Sirrs describes the methodology as “sort of a James Cameron approach to previs,” referring to the director’s use of similar virtual-camera technology on Avatar (AC Jan. ’10). “That technology has become so available that it’s changing the nature of previs. This is the fastest way to do it and the most naturalistic; it’s wrong to suppose that someone who may be good at building a 3-D model will know how you would follow action as the camera operator would on set. This is a way of injecting that talent back into the equation.” Libatique confirms, “It was a much better way for people to get a sense of how the film was going to be shot.”  

The production was based in Los Angeles, mostly at Raleigh Studios Manhattan Beach. “I try to keep the work in L.A. when I can,” says Favreau. “You have access to a tremendous talent pool, and as a director I find it’s much easier to work here, especially if you’re going to be changing things on the fly, because the infrastructure is here.

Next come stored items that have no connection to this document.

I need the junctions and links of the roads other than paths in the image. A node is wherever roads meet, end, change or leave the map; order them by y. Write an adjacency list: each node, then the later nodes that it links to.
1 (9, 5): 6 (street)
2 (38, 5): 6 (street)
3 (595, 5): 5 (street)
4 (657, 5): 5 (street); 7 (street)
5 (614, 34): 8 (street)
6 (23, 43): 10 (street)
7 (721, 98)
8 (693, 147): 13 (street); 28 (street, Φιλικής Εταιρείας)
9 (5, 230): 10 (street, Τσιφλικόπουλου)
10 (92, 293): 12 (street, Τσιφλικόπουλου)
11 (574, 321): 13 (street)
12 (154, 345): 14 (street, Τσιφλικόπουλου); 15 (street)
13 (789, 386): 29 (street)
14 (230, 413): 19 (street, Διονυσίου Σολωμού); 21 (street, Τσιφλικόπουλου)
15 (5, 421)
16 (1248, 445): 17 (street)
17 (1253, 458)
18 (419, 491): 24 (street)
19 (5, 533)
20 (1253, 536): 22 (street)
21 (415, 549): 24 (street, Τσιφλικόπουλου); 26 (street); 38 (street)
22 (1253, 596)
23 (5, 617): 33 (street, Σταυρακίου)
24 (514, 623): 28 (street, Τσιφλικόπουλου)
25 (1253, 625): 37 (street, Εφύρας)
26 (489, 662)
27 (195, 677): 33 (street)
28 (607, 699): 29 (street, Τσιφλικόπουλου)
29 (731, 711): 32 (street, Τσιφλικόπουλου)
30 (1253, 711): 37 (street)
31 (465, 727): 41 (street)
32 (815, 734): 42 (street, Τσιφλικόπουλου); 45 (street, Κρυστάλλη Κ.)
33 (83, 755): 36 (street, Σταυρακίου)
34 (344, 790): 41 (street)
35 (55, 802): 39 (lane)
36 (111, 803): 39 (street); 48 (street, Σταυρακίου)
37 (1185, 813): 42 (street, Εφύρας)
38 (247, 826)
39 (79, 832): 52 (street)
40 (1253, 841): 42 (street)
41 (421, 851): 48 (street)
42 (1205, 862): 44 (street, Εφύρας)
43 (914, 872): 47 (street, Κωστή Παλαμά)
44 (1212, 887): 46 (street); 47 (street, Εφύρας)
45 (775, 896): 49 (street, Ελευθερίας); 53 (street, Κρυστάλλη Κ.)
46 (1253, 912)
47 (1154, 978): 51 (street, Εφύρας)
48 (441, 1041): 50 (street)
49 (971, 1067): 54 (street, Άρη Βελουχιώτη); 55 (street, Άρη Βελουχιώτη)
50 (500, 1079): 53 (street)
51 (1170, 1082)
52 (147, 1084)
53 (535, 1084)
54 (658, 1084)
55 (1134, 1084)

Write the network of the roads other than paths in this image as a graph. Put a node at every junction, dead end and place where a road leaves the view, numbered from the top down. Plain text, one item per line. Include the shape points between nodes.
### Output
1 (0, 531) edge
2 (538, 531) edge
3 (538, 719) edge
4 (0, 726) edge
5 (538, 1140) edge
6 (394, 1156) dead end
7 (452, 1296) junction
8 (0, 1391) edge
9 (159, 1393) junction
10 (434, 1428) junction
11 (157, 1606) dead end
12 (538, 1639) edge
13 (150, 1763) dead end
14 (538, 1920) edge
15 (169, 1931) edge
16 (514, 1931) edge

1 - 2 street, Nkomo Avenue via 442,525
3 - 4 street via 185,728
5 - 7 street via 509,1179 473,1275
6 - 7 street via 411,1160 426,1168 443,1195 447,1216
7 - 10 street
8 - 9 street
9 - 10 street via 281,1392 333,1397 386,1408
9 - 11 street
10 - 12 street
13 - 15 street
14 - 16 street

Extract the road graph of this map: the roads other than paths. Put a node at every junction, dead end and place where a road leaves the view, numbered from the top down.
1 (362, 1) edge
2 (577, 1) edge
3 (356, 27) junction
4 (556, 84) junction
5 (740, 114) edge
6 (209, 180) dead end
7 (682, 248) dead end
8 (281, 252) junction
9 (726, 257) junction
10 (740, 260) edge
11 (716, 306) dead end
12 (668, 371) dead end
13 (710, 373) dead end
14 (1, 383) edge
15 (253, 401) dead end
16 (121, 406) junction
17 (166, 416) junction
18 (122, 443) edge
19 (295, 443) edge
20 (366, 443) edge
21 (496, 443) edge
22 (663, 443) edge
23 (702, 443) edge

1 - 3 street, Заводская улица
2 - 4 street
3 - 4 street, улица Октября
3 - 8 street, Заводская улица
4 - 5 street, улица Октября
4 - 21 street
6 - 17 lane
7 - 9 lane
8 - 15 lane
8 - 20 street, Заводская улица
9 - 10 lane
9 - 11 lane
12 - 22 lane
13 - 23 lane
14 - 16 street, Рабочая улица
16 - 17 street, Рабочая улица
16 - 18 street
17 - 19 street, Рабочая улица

I love shooting other places, too, if the script calls for it, but it was clear that L.A. would serve this material the best.”  

One of the biggest challenges for Libatique was underscoring Stark’s position at the vanguard of technology with the practical fixtures the production employed. “This is one of the richest men in the world, so we can’t buy our practicals from Home Depot,” he notes. “Everything had to be intelligent technology, and it had to look classic enough to have some shelf life — we didn’t want it to look embarrassingly dated 10 years from now. That made it challenging but fun as well.” Fortunately, he adds, “Mike Bauman is really good at staying up on technology, and our lighting-fixtures foreman, Al DeMayo, made phenomenal contributions. Al also worked on the first film, but this time he had to reinvent a lot of what we were doing.”